The Cost and Confidence Research study of 293 senior managers in mid-to large-size companies found that 38 percent thought their organizations would be breached by hackers, phishers and other cybercriminals this year.
The survey, undertaken by research firm YouGov, found the same proportion also had admitted breaches last year. Worryingly, a third of senior managers, had no idea if their organization's infrastructure had been hacked at all.
Despite continually increasing security budgets (15-percent growth last year according to Infonetics Research), confidence levels in security provision have not increased amongst the majority of senior managers, (68 percent say it has not increased since last year).
Nearly three-quarters (74 percent) of respondents agreed that security problems were now a "fact of business life." And a third of managers admitted that their confidence in security could be improved if they understood security problems themselves.

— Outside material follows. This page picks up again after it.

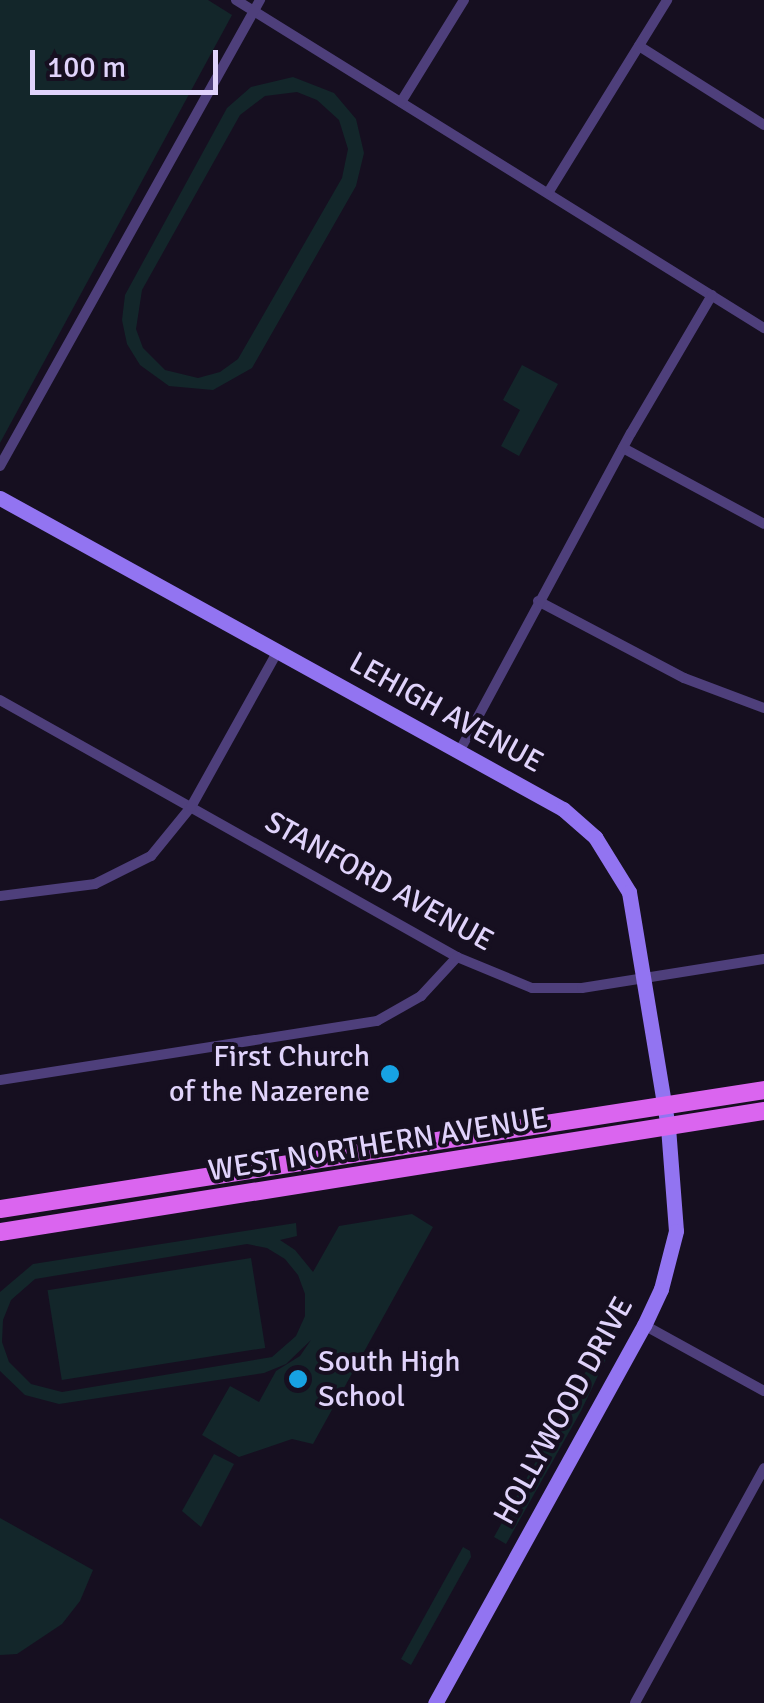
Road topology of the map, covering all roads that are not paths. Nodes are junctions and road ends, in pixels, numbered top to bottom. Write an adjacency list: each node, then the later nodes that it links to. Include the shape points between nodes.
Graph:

Kevin Lamb, director of EMEA Operations at vulnerability management firm nCircle, said current security strategies were not winning either the fight against Cybercrime or the confidence of senior managers.
"It's time for security professionals to stop and rethink their information security strategies, unless they wish to embrace a future of endless spending and diminishing returns. It is critical for organizations to develop a proactive network risk management philosophy and meaningful compliance reporting in order to break this cycle of security spending that delivers no improvement in security performance and confidence," he said.